The wounded were rushed to different hospitals, where one was in a critical condition, an official from the provincial health department said.
“A grenade was lobbed in the rally, causing several casualties,” Karachi police chief Ghulam Nabi Memon said.
The attack was claimed by Sindhudesh Revolutionary Army, a separatist outfit that has become active in the past months.
In June, four people were killed including two soldiers in three consecutive explosions claimed by the SRA.
The group wants Sindh province, of which Karachi is the capital, to break from the Pakistani federation.
It has also announced its alliance with the Balochistan Liberation Army, a militant group fighting for greater autonomy for the Balochistan region in southwestern Pakistan.
The attack took place as similar rallies were held across the country.
The Karachi rally, organised by Jamaat-e-Islami, a religious right party, was called off after the attack.
Last August, Indian Prime Minister Narendra Modi’s government stripped Jammu and Kashmir — India’s only Muslim-majority state — of its special rights and split it into two federally administered territories.
The government said the change was necessary to develop the revolttorn region and integrate it with the rest of India, but it infuriated many
Kashmiris as well as neighbouring Pakistan.
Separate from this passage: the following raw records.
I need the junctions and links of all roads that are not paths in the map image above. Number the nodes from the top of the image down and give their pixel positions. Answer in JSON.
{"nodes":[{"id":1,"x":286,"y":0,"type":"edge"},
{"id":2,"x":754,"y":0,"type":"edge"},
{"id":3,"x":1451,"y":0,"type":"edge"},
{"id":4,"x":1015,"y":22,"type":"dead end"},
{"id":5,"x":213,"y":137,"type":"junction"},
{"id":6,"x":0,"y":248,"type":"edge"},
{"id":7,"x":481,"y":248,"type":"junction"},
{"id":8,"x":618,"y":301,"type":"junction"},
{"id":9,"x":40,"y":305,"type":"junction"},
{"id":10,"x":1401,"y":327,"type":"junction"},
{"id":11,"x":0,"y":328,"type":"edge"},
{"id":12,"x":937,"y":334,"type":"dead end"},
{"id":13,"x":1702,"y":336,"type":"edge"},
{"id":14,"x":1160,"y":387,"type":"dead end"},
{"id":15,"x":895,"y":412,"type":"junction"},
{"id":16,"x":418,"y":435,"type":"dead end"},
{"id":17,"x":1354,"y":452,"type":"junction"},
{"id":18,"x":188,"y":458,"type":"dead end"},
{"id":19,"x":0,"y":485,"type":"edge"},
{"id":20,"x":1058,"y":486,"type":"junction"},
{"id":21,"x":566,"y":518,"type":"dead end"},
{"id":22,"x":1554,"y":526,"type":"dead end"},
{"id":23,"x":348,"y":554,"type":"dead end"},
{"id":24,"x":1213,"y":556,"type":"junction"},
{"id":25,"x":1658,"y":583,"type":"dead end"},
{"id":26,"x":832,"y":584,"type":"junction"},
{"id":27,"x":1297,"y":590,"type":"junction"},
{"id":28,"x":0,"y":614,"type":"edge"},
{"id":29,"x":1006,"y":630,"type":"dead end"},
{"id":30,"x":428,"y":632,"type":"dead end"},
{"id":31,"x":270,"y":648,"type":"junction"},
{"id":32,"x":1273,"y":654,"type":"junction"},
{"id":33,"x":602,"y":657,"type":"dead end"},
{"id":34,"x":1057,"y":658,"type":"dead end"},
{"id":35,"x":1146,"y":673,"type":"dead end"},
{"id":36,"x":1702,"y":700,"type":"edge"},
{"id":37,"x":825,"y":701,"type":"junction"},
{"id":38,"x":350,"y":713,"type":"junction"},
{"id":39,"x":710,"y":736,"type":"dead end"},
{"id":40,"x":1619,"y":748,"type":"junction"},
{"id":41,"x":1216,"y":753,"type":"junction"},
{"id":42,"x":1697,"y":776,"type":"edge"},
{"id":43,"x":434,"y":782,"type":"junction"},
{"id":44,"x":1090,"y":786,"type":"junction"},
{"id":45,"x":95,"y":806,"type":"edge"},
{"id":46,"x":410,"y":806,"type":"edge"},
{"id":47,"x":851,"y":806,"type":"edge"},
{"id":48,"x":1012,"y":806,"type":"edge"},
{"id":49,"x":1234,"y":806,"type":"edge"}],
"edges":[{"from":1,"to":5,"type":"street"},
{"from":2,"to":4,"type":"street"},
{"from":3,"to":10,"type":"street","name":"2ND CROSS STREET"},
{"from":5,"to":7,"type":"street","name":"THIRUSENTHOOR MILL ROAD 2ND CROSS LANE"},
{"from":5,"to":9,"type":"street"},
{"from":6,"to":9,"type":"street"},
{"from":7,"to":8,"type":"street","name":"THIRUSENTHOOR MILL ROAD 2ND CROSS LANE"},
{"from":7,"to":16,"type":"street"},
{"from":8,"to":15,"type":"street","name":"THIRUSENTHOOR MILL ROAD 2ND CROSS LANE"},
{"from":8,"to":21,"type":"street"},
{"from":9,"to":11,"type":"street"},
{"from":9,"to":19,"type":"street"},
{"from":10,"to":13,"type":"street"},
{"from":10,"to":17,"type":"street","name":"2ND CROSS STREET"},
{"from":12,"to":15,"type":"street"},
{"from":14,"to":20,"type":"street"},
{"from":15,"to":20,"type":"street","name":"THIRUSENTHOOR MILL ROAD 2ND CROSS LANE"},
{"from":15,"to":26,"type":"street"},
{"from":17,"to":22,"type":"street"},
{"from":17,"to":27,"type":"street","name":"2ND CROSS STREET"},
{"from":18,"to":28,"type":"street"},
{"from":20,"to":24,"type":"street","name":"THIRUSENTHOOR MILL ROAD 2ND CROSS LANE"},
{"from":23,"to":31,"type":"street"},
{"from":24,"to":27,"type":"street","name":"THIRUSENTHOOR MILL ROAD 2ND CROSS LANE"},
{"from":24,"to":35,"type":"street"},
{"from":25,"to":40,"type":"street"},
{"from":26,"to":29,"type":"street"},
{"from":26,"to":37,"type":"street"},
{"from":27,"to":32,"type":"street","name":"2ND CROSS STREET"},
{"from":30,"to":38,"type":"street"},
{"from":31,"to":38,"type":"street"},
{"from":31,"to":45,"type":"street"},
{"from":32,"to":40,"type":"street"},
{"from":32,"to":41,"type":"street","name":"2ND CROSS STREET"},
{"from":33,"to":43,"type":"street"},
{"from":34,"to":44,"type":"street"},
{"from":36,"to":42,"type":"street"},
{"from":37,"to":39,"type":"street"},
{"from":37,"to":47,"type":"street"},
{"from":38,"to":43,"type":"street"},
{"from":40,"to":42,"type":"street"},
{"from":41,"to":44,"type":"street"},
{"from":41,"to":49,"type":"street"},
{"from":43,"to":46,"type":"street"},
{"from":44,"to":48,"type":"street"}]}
Kashmir is claimed in full by India and Pakistan, which have gone to war twice over it, and both rule parts of it.
Indian authorities deployed troops and curbed public movement on Wednesday to stop potential protests in Kashmir.
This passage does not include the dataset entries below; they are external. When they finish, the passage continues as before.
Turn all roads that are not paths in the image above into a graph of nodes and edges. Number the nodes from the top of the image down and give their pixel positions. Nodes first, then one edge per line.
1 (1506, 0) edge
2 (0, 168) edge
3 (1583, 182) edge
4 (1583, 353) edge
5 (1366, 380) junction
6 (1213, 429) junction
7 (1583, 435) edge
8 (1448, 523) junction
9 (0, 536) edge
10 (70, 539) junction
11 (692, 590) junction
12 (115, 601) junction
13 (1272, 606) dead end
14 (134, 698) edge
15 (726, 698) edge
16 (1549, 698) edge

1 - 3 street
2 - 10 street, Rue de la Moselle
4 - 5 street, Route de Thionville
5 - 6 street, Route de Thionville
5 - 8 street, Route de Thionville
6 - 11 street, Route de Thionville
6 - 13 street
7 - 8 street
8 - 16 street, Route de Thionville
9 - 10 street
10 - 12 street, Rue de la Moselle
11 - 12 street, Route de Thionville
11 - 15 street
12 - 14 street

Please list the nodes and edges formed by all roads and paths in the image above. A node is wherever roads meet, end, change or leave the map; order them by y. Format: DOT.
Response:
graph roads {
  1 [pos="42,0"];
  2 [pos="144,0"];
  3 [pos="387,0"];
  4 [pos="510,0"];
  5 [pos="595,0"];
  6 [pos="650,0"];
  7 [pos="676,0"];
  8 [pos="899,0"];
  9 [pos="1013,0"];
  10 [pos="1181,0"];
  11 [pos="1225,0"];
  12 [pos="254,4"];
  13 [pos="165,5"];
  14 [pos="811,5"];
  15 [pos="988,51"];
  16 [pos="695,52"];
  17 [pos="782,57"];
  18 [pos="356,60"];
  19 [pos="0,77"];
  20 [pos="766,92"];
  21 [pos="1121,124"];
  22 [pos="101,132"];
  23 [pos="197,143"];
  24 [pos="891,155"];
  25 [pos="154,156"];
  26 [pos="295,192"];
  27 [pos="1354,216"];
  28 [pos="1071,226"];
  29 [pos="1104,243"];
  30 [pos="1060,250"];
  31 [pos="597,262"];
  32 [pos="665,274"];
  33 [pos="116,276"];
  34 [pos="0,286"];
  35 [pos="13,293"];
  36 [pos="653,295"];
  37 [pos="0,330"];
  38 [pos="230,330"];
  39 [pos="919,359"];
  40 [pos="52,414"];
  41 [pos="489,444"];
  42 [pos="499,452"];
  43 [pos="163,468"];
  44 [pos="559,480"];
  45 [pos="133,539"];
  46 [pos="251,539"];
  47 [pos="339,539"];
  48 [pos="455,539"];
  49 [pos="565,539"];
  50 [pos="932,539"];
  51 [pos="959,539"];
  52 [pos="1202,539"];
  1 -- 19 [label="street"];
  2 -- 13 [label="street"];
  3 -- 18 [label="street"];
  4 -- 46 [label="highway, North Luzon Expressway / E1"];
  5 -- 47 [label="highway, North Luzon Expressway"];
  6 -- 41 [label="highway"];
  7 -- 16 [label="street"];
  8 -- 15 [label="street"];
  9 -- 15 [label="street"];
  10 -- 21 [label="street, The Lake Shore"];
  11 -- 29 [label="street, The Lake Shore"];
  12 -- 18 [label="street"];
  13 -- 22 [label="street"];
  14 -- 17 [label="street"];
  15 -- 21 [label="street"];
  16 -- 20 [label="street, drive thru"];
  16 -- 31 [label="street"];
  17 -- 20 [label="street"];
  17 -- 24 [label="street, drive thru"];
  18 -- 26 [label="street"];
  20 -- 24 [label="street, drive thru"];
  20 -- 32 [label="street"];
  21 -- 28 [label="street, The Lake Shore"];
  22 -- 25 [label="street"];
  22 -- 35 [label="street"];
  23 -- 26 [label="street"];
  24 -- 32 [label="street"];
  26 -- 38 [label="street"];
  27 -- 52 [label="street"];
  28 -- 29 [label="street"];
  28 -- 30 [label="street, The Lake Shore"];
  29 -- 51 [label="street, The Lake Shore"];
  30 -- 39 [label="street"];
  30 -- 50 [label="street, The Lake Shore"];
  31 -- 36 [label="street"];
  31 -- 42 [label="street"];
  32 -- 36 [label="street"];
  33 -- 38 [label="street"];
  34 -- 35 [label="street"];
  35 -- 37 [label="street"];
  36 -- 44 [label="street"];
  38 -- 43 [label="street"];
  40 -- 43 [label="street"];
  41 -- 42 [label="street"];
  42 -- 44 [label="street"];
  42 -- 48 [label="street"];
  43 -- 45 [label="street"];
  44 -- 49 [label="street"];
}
Meanwhile, Pakistani Prime Minister Imran Khan branded India an “oppressor and aggressor”, a year after New Delhi imposed direct rule on Indian-administered Kashmir.
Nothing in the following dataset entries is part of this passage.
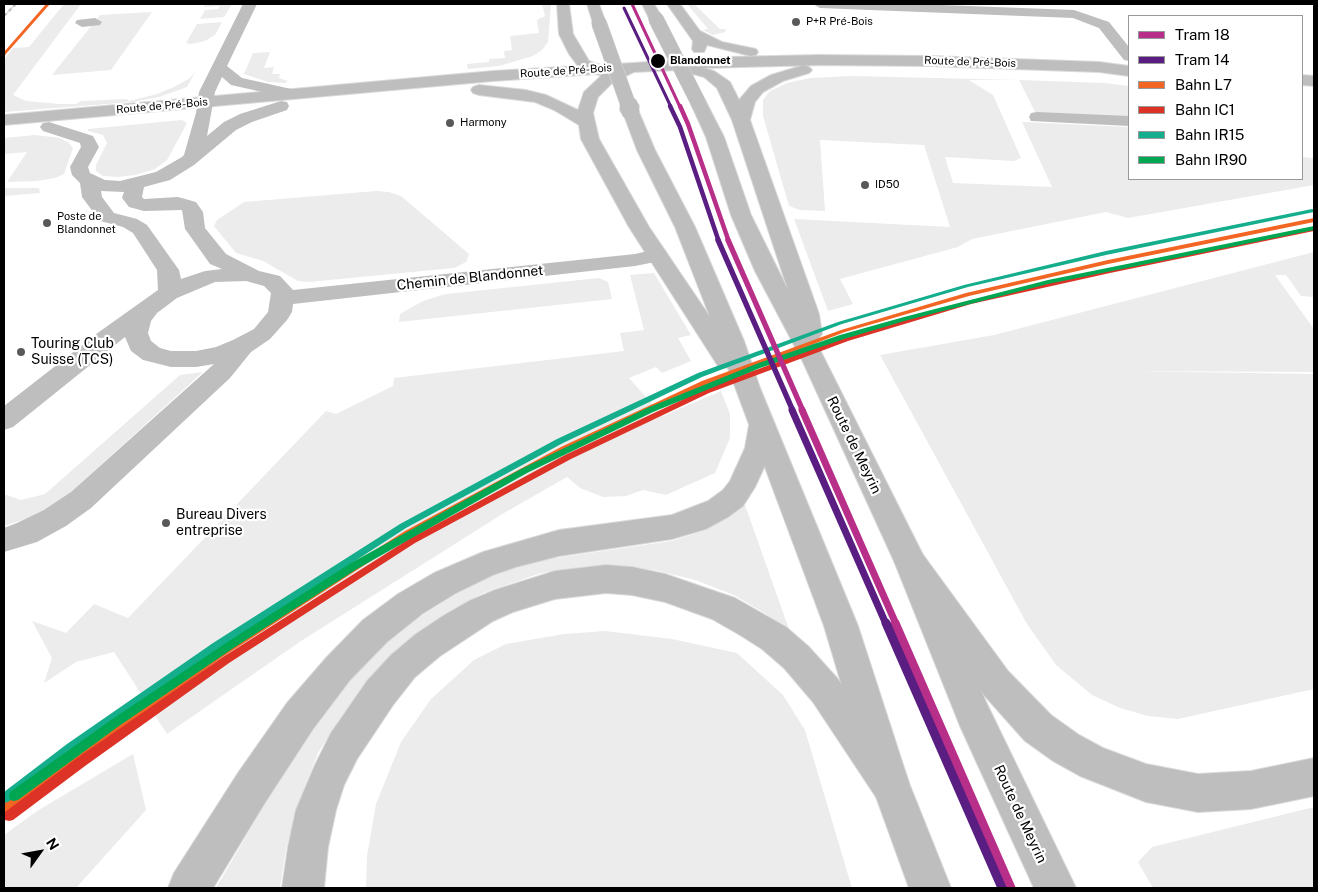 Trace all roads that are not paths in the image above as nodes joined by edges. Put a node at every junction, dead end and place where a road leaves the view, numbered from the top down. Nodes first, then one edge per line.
1 (250, 4) edge
2 (563, 4) edge
3 (593, 4) edge
4 (648, 4) edge
5 (673, 4) edge
6 (820, 4) edge
7 (695, 34) junction
8 (1128, 56) edge
9 (542, 59) dead end
10 (820, 60) junction
11 (688, 66) junction
12 (220, 68) junction
13 (594, 69) junction
14 (804, 70) junction
15 (651, 71) junction
16 (1128, 73) edge
17 (1128, 73) edge
18 (709, 74) junction
19 (493, 76) junction
20 (612, 77) junction
21 (467, 90) junction
22 (294, 94) junction
23 (282, 106) junction
24 (205, 108) junction
25 (1037, 117) dead end
26 (4, 120) edge
27 (741, 120) junction
28 (1128, 121) edge
29 (586, 122) junction
30 (49, 127) junction
31 (4, 131) edge
32 (193, 156) junction
33 (89, 181) junction
34 (135, 184) junction
35 (657, 255) junction
36 (255, 275) junction
37 (169, 292) junction
38 (283, 298) junction
39 (149, 308) junction
40 (242, 346) junction
41 (814, 362) junction
42 (747, 388) junction
43 (4, 420) edge
44 (762, 425) junction
45 (4, 540) edge
46 (910, 561) junction
47 (1314, 778) edge
48 (890, 782) junction
49 (189, 888) edge
50 (303, 888) edge
51 (930, 888) edge
52 (1055, 888) edge

1 - 12 main road
2 - 13 main road
3 - 42 main road, bridge
4 - 41 main road, Route de Meyrin, bridge
5 - 7 main road
6 - 8 main road
7 - 10 main road
7 - 11 main road
9 - 19 main road
10 - 11 main road, Route de Pré-Bois
10 - 16 main road, Route de Pré-Bois
11 - 15 main road, Route de Pré-Bois
11 - 18 main road
12 - 22 main road
12 - 24 main road
13 - 15 main road, Route de Pré-Bois
13 - 19 main road, Route de Pré-Bois
13 - 20 main road
14 - 17 main road, Route de Pré-Bois
14 - 18 main road, Route de Pré-Bois
14 - 27 main road
15 - 18 main road, Route de Pré-Bois
15 - 20 main road, Route de Pré-Bois
18 - 27 main road
19 - 22 main road, Route de Pré-Bois
20 - 21 main road, Route de Pré-Bois
20 - 29 main road
21 - 23 main road, Route de Pré-Bois
21 - 29 main road
22 - 24 main road, Route de Pré-Bois
23 - 24 main road, Route de Pré-Bois
23 - 32 main road
24 - 26 main road, Route de Pré-Bois
24 - 30 main road, Route de Pré-Bois
24 - 32 main road
25 - 28 main road
27 - 41 main road
29 - 35 main road
30 - 31 main road, Route de Pré-Bois
30 - 33 main road
32 - 34 main road
33 - 34 main road
33 - 37 main road
34 - 36 main road
35 - 38 main road, Chemin de Blandonnet
35 - 42 main road
36 - 37 main road
36 - 38 main road
37 - 39 main road
38 - 40 main road
39 - 40 main road
39 - 43 main road
40 - 45 main road
41 - 46 main road, Route de Meyrin
42 - 44 main road
44 - 48 main road
44 - 49 main road
46 - 47 main road
46 - 52 main road, Route de Meyrin
48 - 50 main road
48 - 51 main road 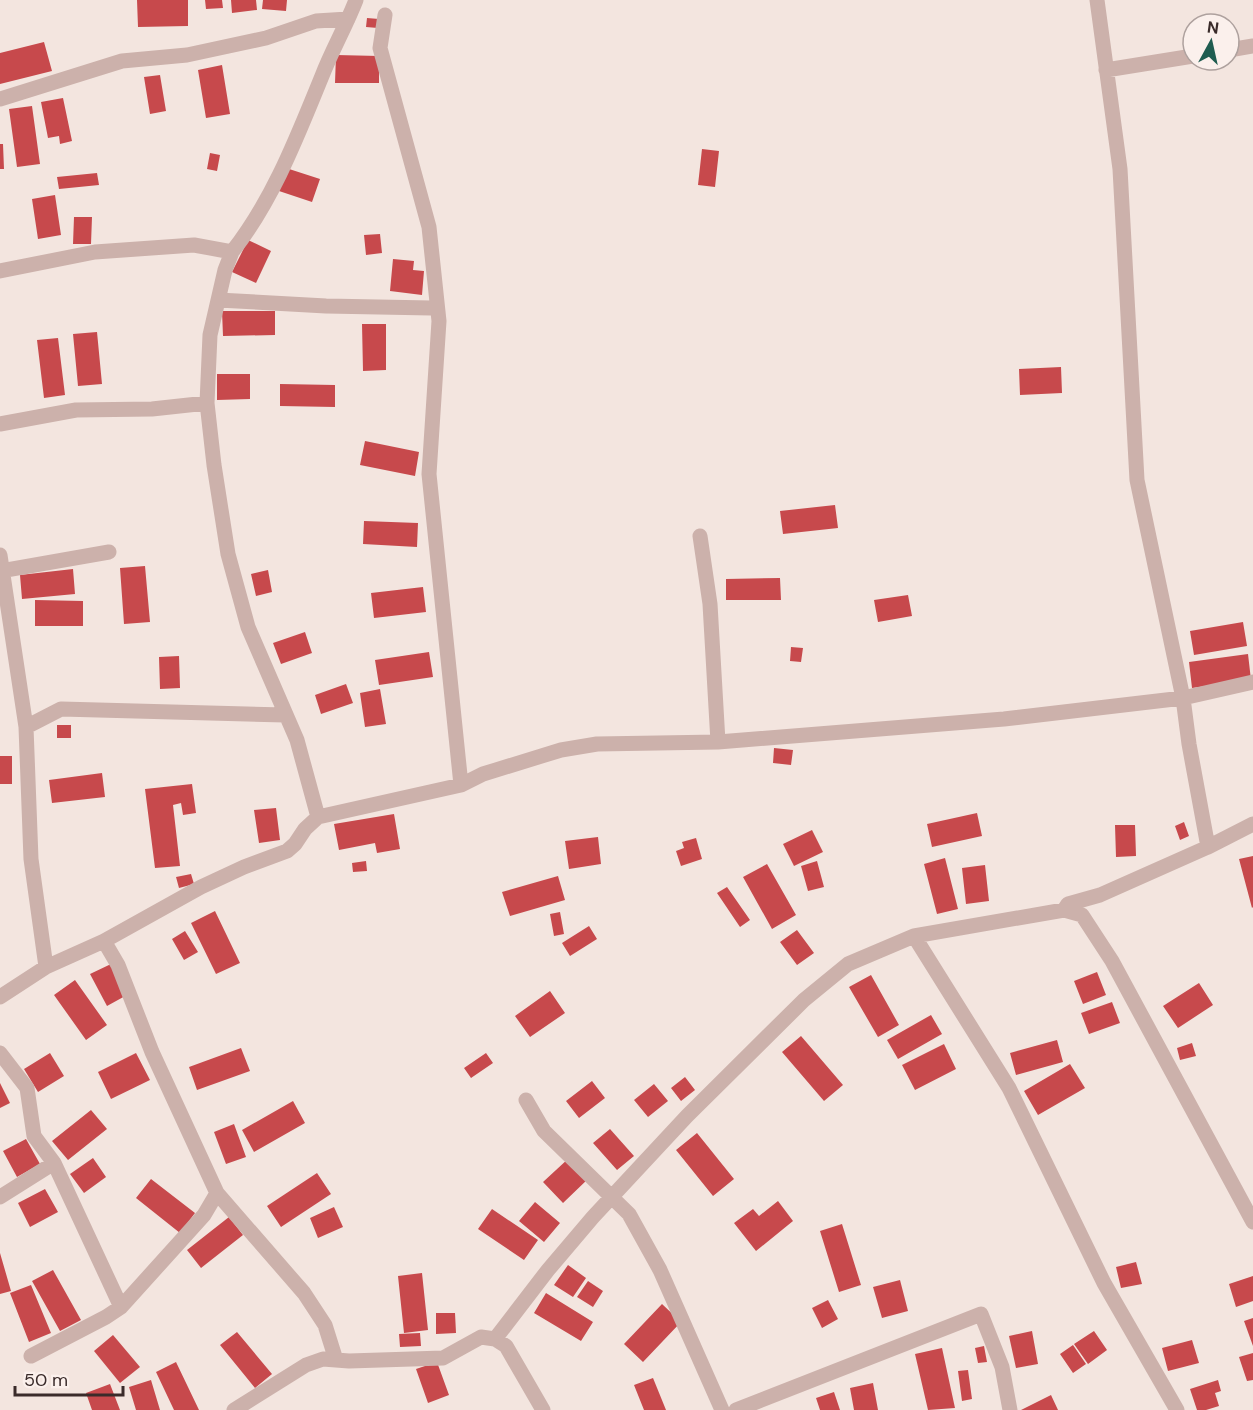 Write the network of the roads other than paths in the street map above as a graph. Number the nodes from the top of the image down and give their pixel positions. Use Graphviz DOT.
graph roads {
  1 [pos="356,0"];
  2 [pos="1097,0"];
  3 [pos="385,15"];
  4 [pos="348,19"];
  5 [pos="1181,58"];
  6 [pos="1106,70"];
  7 [pos="0,99"];
  8 [pos="232,252"];
  9 [pos="0,271"];
  10 [pos="218,300"];
  11 [pos="431,308"];
  12 [pos="207,403"];
  13 [pos="0,424"];
  14 [pos="700,536"];
  15 [pos="109,552"];
  16 [pos="1,565"];
  17 [pos="1253,682"];
  18 [pos="1182,698"];
  19 [pos="285,715"];
  20 [pos="26,727"];
  21 [pos="718,742"];
  22 [pos="461,785"];
  23 [pos="318,817"];
  24 [pos="1253,824"];
  25 [pos="1208,848"];
  26 [pos="1064,910"];
  27 [pos="914,936"];
  28 [pos="104,941"];
  29 [pos="46,967"];
  30 [pos="0,997"];
  31 [pos="0,1053"];
  32 [pos="526,1100"];
  33 [pos="54,1163"];
  34 [pos="217,1193"];
  35 [pos="0,1197"];
  36 [pos="611,1197"];
  37 [pos="1253,1222"];
  38 [pos="121,1307"];
  39 [pos="495,1339"];
  40 [pos="30,1356"];
  41 [pos="336,1360"];
  42 [pos="234,1410"];
  43 [pos="543,1410"];
  44 [pos="722,1410"];
  45 [pos="736,1410"];
  46 [pos="1010,1410"];
  47 [pos="1177,1410"];
  1 -- 4 [label="street"];
  2 -- 6 [label="street"];
  3 -- 22 [label="street"];
  4 -- 7 [label="street"];
  4 -- 8 [label="street"];
  5 -- 6 [label="street"];
  6 -- 18 [label="street"];
  8 -- 9 [label="street"];
  8 -- 10 [label="street"];
  10 -- 11 [label="street"];
  10 -- 12 [label="street"];
  12 -- 13 [label="street"];
  12 -- 19 [label="street"];
  14 -- 21 [label="street"];
  15 -- 16 [label="street"];
  16 -- 20 [label="street"];
  17 -- 18 [label="street"];
  18 -- 21 [label="street"];
  18 -- 25 [label="street"];
  19 -- 20 [label="street"];
  19 -- 23 [label="street"];
  20 -- 29 [label="street"];
  21 -- 22 [label="street"];
  22 -- 23 [label="street"];
  23 -- 28 [label="street"];
  24 -- 25 [label="street"];
  25 -- 26 [label="street"];
  26 -- 27 [label="street"];
  26 -- 37 [label="street"];
  27 -- 36 [label="street"];
  27 -- 47 [label="street"];
  28 -- 29 [label="street"];
  28 -- 34 [label="street"];
  29 -- 30 [label="street"];
  31 -- 33 [label="street"];
  32 -- 36 [label="street"];
  33 -- 35 [label="street"];
  33 -- 38 [label="street"];
  34 -- 38 [label="street"];
  34 -- 41 [label="street"];
  36 -- 39 [label="street"];
  36 -- 44 [label="street"];
  38 -- 40 [label="street"];
  39 -- 41 [label="street"];
  39 -- 43 [label="street"];
  41 -- 42 [label="street"];
  45 -- 46 [label="street"];
}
Solidarity marches were held in all major Pakistani cities to mark the anniversary of New Delhi stripping Muslim-majority Indian Kashmir of its semi-autonomous status, a move that outraged Islamabad.
Kashmir, a disputed Himalayan territory, has been split since 1947 between India and Pakistan, both of which claim it in full and have fought wars over it.
“India stands exposed before the world, yet again, as an oppressor and aggressor,” Mr Khan said.
“Its so-called secular and democratic credentials stand fully discredited,” he added, calling India’s action last year a “crime against humanity”.
Mr Khan led a march through Muzaffarabad, the capital of Pakistan-administered Kashmir, before addressing the region’s legislative assembly.
Across the city, more than 2,000 people turned out at a series of antiIndia protests.
“We ask the world to give Kashmiris their right of self-determination, otherwise we will cross the Line of Control and help our brothers on the other side with arms,” Arslan Ahmad, a refugee who fled Indian-administered Kashmir, said.